Identifying suffixes in a file and printing them out


 
Thread Tools Search this Thread
Top Forums Shell Programming and Scripting Identifying suffixes in a file and printing them out
# 1  
Old 04-04-2012
Identifying suffixes in a file and printing them out

Hello,
I am interested in finding and identifying suffixes for Indian names through an awk script or a perl program. Suffixes normally are found at the end of a word as is shown in the sample given below.
What I need is a perl script which will identify suffixes of a defined lenght to be given in the command line and spew them out in a separate file (if possible with their frequency).
My perl and awk scripting skills do not go that far and hence this request for help for an interesting problem which could have utility in other cases also.
The script should identify suffixes more than two character in length
A sample is given below:
Code:
chandrashekhar
hansa
hansaben
hemant
hemantbhai
hemaprasad
mohanchandra
raj
rajchandra
rajprasad
rajshekhar
sharadbhai
shardaben

The expected output in a separate file would be
Code:
ben	2
bhai	2
chandra	2
prasad	2
shekhar	2

Many thanks for any help given. The database is large and would be around 80,000 words

Last edited by Scrutinizer; 04-04-2012 at 01:27 PM.. Reason: Almost right: use code tags instead of quote tags
# 2  
Old 04-04-2012
How would one know which suffixes to look for? For e.g., you're looking for suffix 'ben' in a file containing list of names. How would one know its 'ben' or 'bhai' that is to be looked for? Are these suffixes defined in a separate file?
# 3  
Old 04-04-2012
Many thanks for your query.
The answer is :unfortunately no. I agree that this is a major issue. I have written a rev sort in PERL which sorts the words in reverse order and tried to extract the suffixes from the list: a laborious and tedious problem. This is why I thought of trying to get results programatically. I know that I will not always get the right answers but the false positives can always be weeded out
# 4  
Old 04-04-2012
What logic did you use to extract suffixes from names?
1. They're going to be of variable length.
2. There could be names without a suffix, e.g., 'raj'. How would one make the computer understand "raj doesn't contain a suffix, so leave it" ?

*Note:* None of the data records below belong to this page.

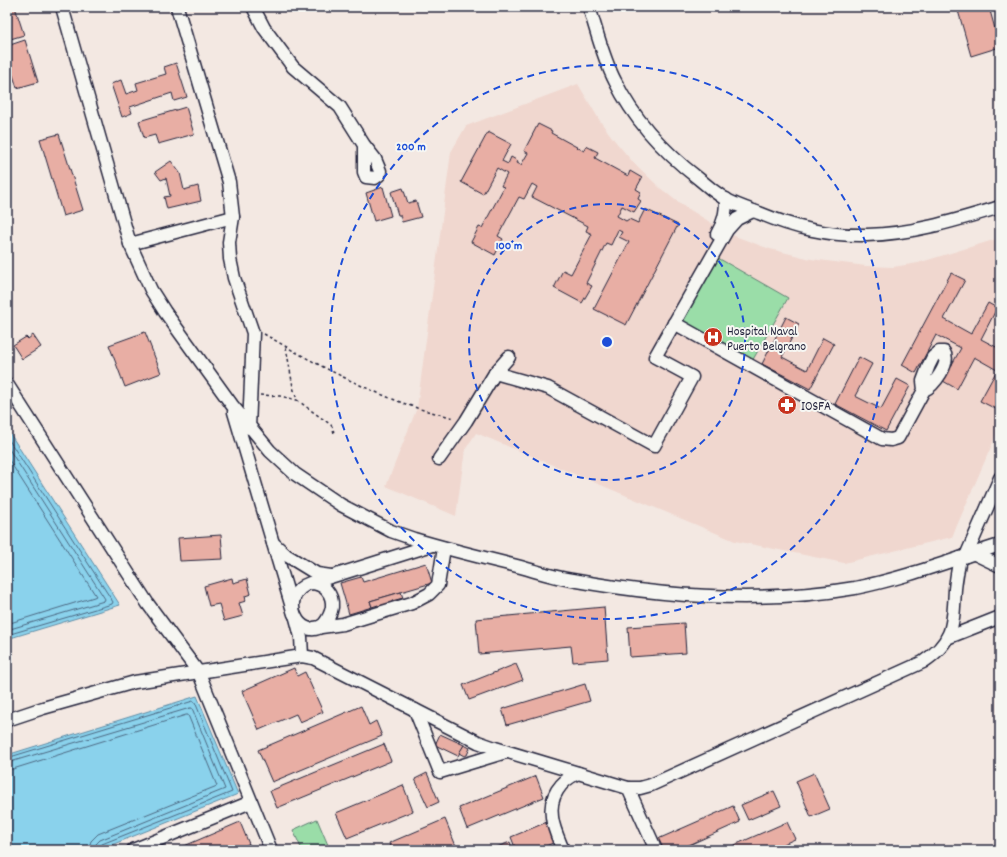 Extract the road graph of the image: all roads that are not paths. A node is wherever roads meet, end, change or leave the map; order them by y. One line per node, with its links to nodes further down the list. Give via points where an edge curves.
1 (62, 7): 10 (street)
2 (177, 7): 9 (street, via 229,182)
3 (253, 7): 5 (street, via 264,28 293,67 340,107)
4 (589, 7): 6 (street, via 615,82 641,123 676,160)
5 (364, 145)
6 (726, 199): 8 (street); 11 (street, via 724,222 703,260)
7 (1000, 207): 8 (street, via 927,227 867,235 810,230)
8 (753, 211): 11 (street, via 732,224)
9 (233, 217): 10 (street); 18 (street, via 229,242 230,259 234,278 252,326)
10 (130, 244): 17 (street, via 165,312)
11 (704, 269): 12 (street)
12 (674, 323): 14 (street, via 655,357 692,377 654,446 548,388); 16 (street, via 882,439 898,438)
13 (509, 357): 14 (street)
14 (494, 374): 19 (street, via 466,421)
15 (7, 384): 33 (street, via 148,604)
16 (924, 390)
17 (232, 405): 18 (street); 21 (street)
18 (249, 428): 23 (street, via 295,474 335,501 391,531)
19 (439, 459)
20 (1000, 478): 24 (street)
21 (273, 543): 26 (street, via 286,555 318,574); 28 (street)
22 (1000, 545): 24 (street)
23 (438, 546): 24 (street, via 571,580 680,594 744,597 780,597 855,588); 26 (street); 30 (street, via 438,585 429,594 412,603 343,624)
24 (966, 556): 25 (street); 31 (street, via 955,587 954,616)
25 (1000, 566)
26 (332, 577): 27 (street)
27 (310, 583): 28 (street, via 295,595); 30 (street, via 323,587 329,594 332,607 322,625)
28 (295, 616): 30 (street, via 303,626); 32 (street, via 301,637)
29 (1000, 616): 31 (street)
30 (314, 628)
31 (947, 638): 38 (street, via 936,654 923,662 651,785)
32 (302, 656): 33 (street); 34 (street, via 313,658)
33 (199, 673): 35 (street, via 118,686); 39 (street)
34 (415, 710): 36 (street, via 464,736); 36 (street, via 440,772)
35 (7, 720)
36 (506, 752): 37 (street)
37 (578, 773): 38 (street); 42 (street, via 568,778 555,793 552,805 552,819)
38 (628, 788): 43 (street)
39 (251, 802): 40 (street); 41 (street)
40 (133, 850)
41 (271, 850)
42 (563, 850)
43 (656, 850) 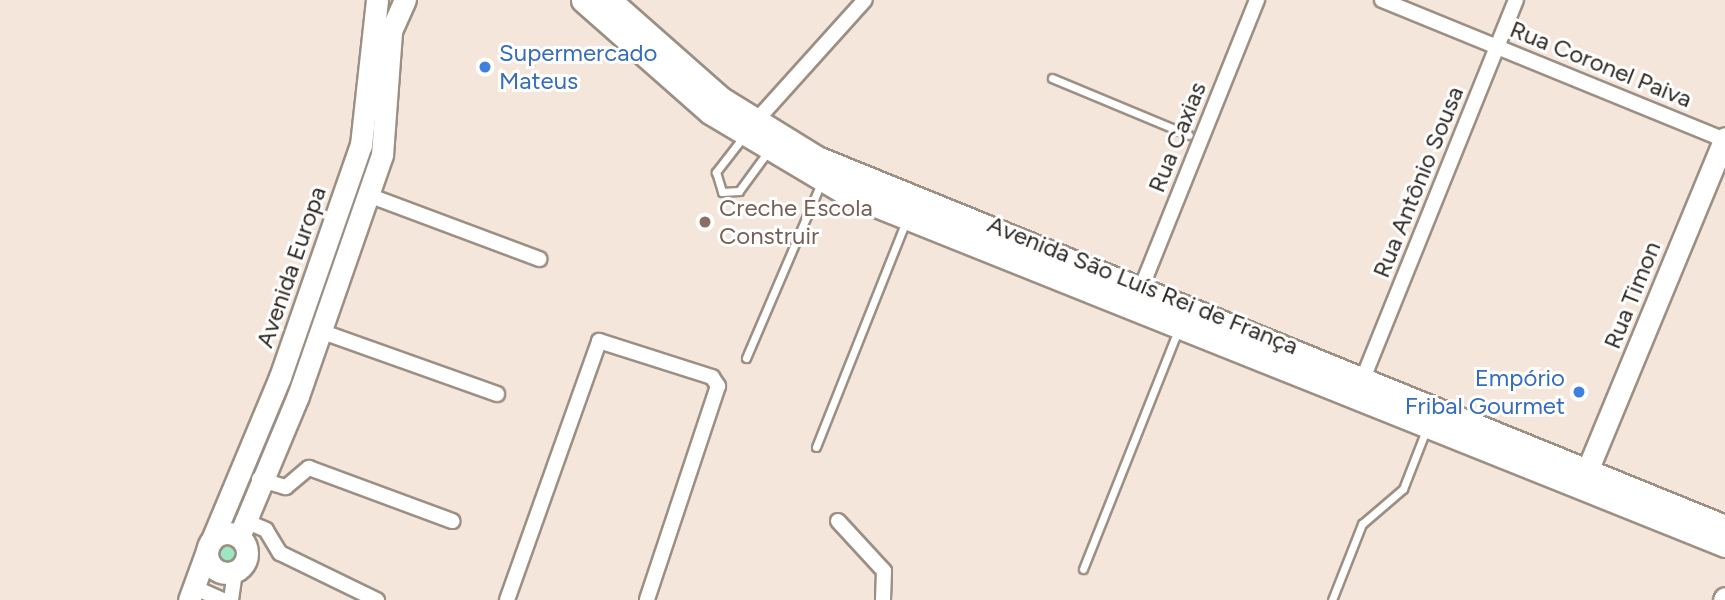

It would be easier if you can get the list of suffixes you're looking for. You don't suppose it would be a huge list, do you?

Code:
#! /usr/bin/perl -w
use strict;

my @suffixes = qw / # Place all the required suffixes in this list.
ben
bhai
chandra
prasad
shekhar
/;

my (%x, $s, $nm);

open I, "< inputfile.txt"; # This file contains names in which suffixes are to be looked.
for $nm (<I>) {
    for $s (@suffixes) {
        if ($nm =~ /$s$/) {
            $x{$s}++;
        }
    }
}
close I;

for (sort keys %x) {
    print "$_ $x{$_}\n";
}

Code:
$ ./test.pl
ben 2
bhai 2
chandra 2
prasad 2
shekhar 2

# 5  
Old 04-05-2012
Or perhaps the other way around, we can find suffixes if there are names without those suffixes in the list, so ben, bhai and chandra can easily be found, but to find prasad and shekbar are more difficult, since there is no name without those suffixes.. Another complication would be a name like hemaprasad, which I presume is short for hemantprasad ( I am just guessing, I am not Indian ), but how does the algorithm know?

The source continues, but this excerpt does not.